As Parliament cannot have intended to allow contribution rules to be so easily bypassed, Elections Canada concludes that Parliament intended for such transactions to be captured by the broad definition of "monetary contribution."

Conclusion

It is Elections Canada's interpretation that where money flows to a political entity from another individual or group, the inflow of money is a contribution unless the political entity can show that it is not.

If a transaction takes place outside a political context, so that it is purely commercial and the political entity is equivalent to any participant in the market, then no contribution is made unless the purchaser pays the political entity more than the fair market value of the transaction.

If a transaction takes place in a political context, such as at a convention or a fundraiser, then the transaction will generally result in a contribution. The contribution amount is the difference between the money given to the political entity and the cost of any tangible benefit received.


Footnote 1 Canada Revenue Agency ("CRA"), "Charities and Giving Glossary," updated April 2017.
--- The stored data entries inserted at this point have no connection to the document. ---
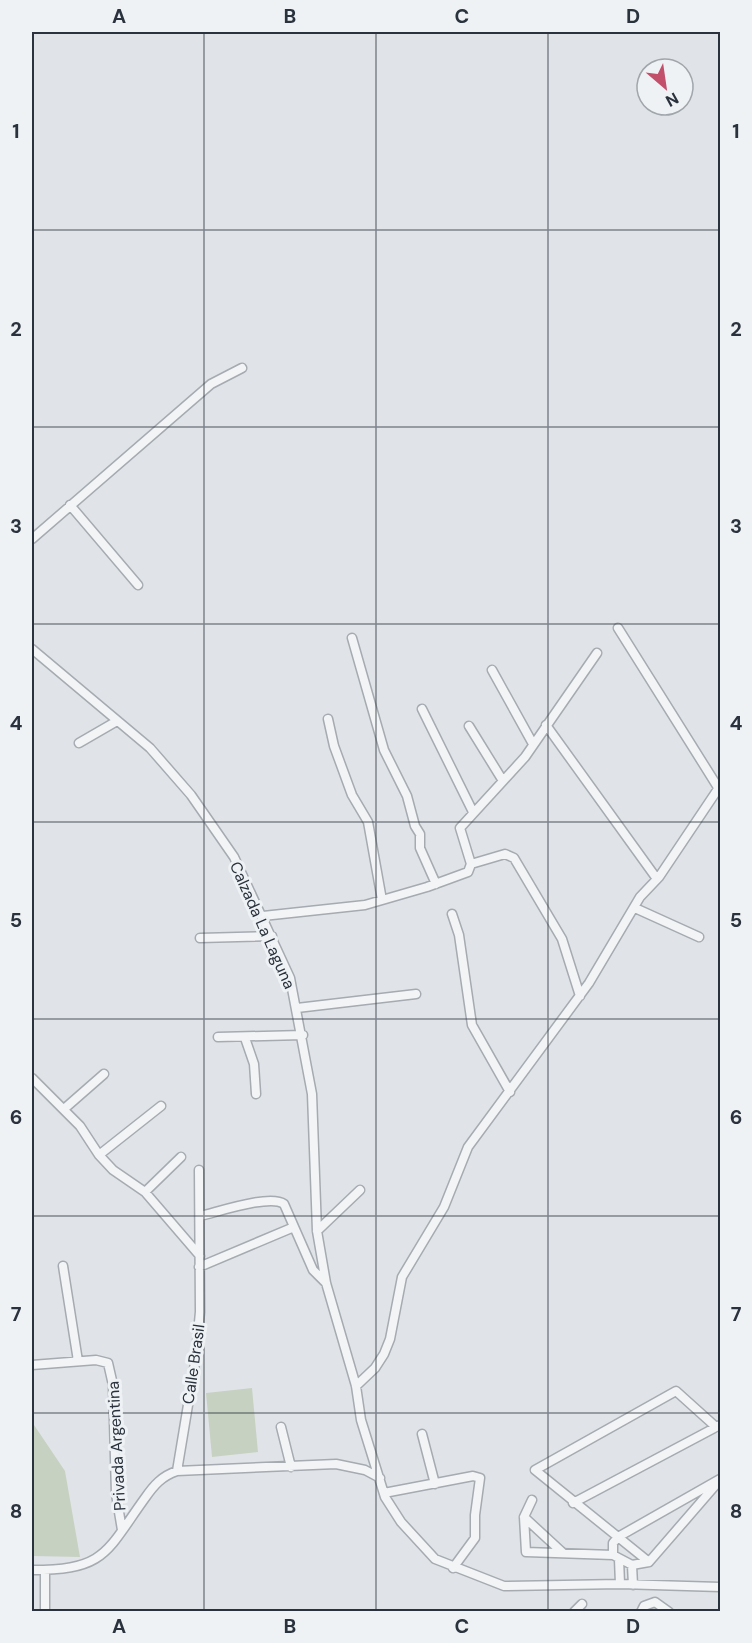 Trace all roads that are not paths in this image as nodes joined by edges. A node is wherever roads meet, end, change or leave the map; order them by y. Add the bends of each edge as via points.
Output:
1 (242, 368) dead end
2 (70, 505) junction
3 (32, 539) edge
4 (138, 585) dead end
5 (618, 628) dead end
6 (351, 638) dead end
7 (32, 650) edge
8 (597, 653) dead end
9 (492, 670) dead end
10 (422, 709) dead end
11 (328, 719) dead end
12 (117, 721) junction
13 (546, 725) junction
14 (469, 726) dead end
15 (79, 743) dead end
16 (533, 744) junction
17 (503, 781) junction
18 (720, 787) edge
19 (473, 812) junction
20 (471, 864) junction
21 (657, 879) junction
22 (436, 884) junction
23 (382, 900) junction
24 (634, 908) junction
25 (452, 914) dead end
26 (263, 916) junction
27 (272, 936) junction
28 (699, 937) dead end
29 (200, 938) dead end
30 (416, 994) dead end
31 (580, 996) junction
32 (297, 1008) junction
33 (303, 1035) junction
34 (218, 1037) dead end
35 (245, 1038) junction
36 (104, 1074) dead end
37 (32, 1078) edge
38 (510, 1092) junction
39 (256, 1094) dead end
40 (161, 1106) dead end
41 (64, 1109) junction
42 (99, 1155) junction
43 (181, 1157) dead end
44 (199, 1170) dead end
45 (360, 1190) dead end
46 (145, 1191) junction
47 (200, 1216) junction
48 (294, 1227) junction
49 (317, 1231) junction
50 (200, 1256) junction
51 (63, 1266) dead end
52 (199, 1267) junction
53 (326, 1283) junction
54 (78, 1361) junction
55 (32, 1365) edge
56 (356, 1386) junction
57 (718, 1426) edge
58 (281, 1427) dead end
59 (422, 1434) dead end
60 (291, 1467) junction
61 (177, 1471) junction
62 (380, 1478) junction
63 (720, 1480) edge
64 (435, 1484) junction
65 (384, 1493) junction
66 (532, 1500) dead end
67 (573, 1503) junction
68 (524, 1516) junction
69 (122, 1530) junction
70 (618, 1537) junction
71 (563, 1553) junction
72 (616, 1557) junction
73 (649, 1562) junction
74 (632, 1565) junction
75 (453, 1568) junction
76 (32, 1570) edge
77 (45, 1570) junction
78 (620, 1584) junction
79 (633, 1585) junction
80 (720, 1587) edge
81 (582, 1604) dead end
82 (45, 1611) edge
83 (574, 1611) edge
84 (641, 1611) edge
85 (669, 1611) edge

1 - 2 street via 212,384
2 - 3 street
2 - 4 street
5 - 18 street
6 - 22 street via 384,750 411,805 420,848
7 - 12 street, Calzada La Laguna
8 - 13 street
9 - 16 street
10 - 19 street
11 - 23 street via 352,795 368,822
12 - 15 street
12 - 26 street, Calzada La Laguna via 150,748 191,795 234,857
13 - 16 street
13 - 21 street
14 - 17 street
16 - 17 street
17 - 19 street
18 - 21 street
19 - 20 street via 460,828
20 - 22 street via 468,872
20 - 31 street via 496,855 514,858 562,939
21 - 24 street
22 - 23 street
23 - 26 street
24 - 28 street
24 - 31 street
25 - 38 street via 459,935 472,1024
26 - 27 street, Calzada La Laguna
27 - 29 street
27 - 32 street, Calzada La Laguna via 290,978
30 - 32 street
31 - 38 street
32 - 33 street, Calzada La Laguna
33 - 35 street
33 - 49 street, Calzada La Laguna via 312,1094
34 - 35 street
35 - 39 street via 254,1064
36 - 41 street
37 - 41 street
38 - 56 street via 468,1147 444,1208 402,1277 384,1354
40 - 42 street
41 - 42 street
42 - 46 street via 113,1170
43 - 46 street
44 - 47 street, Calle Brasil
45 - 49 street
46 - 50 street
47 - 48 street via 276,1200 284,1204
47 - 50 street, Calle Brasil
48 - 52 street
48 - 53 street via 313,1270
49 - 53 street, Calzada La Laguna
50 - 52 street, Calle Brasil
51 - 54 street
52 - 61 street, Calle Brasil via 195,1364
53 - 56 street, Calzada La Laguna
54 - 55 street
54 - 69 street, Privada Argentina via 108,1363 113,1385 116,1494
56 - 62 street, Calzada La Laguna via 361,1420
57 - 67 street
57 - 67 street via 676,1391 535,1470
58 - 60 street
59 - 64 street
60 - 61 street
60 - 62 street via 336,1464 365,1470
61 - 69 street via 155,1484
62 - 65 street, Calzada La Laguna
63 - 70 street
63 - 73 street
64 - 65 street
64 - 75 street via 480,1478 475,1538
65 - 75 street, Calzada La Laguna via 423,1548
66 - 68 street
67 - 70 street
68 - 71 street
68 - 71 street via 526,1552
69 - 77 street via 113,1547 96,1560 76,1567
70 - 72 street via 613,1543
70 - 73 street
71 - 72 street
72 - 74 street
72 - 78 street
73 - 74 street
74 - 79 street
75 - 78 street, Calzada La Laguna via 504,1586
76 - 77 street
77 - 82 street
78 - 79 street, Calzada La Laguna
79 - 80 street, Calzada La Laguna
81 - 83 street
84 - 85 street via 655,1602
Footnote 2 The CRA takes a different approach in the context of charitable tax receipts (see income tax folio Split-receipting and Deemed Fair Market Value, April 2017). The CRA's view is that participants in a lottery, while perhaps influenced by the identity of the organizing charity, are primarily motivated by the chance to win prizes. Because the amount of the advantage cannot be reasonably quantified, no part of the cost of the ticket can be receipted for tax purposes. In other words, the price paid is not a donation but a commercial transaction engaged in by the buyer.

Footnote 3 Again, the CRA's position differs (ibid). The CRA states that when a purchaser buys an auctioned item or service for which there is no clearly ascertainable value, the bid determines the value of the item. This is true regardless of who is holding the auction.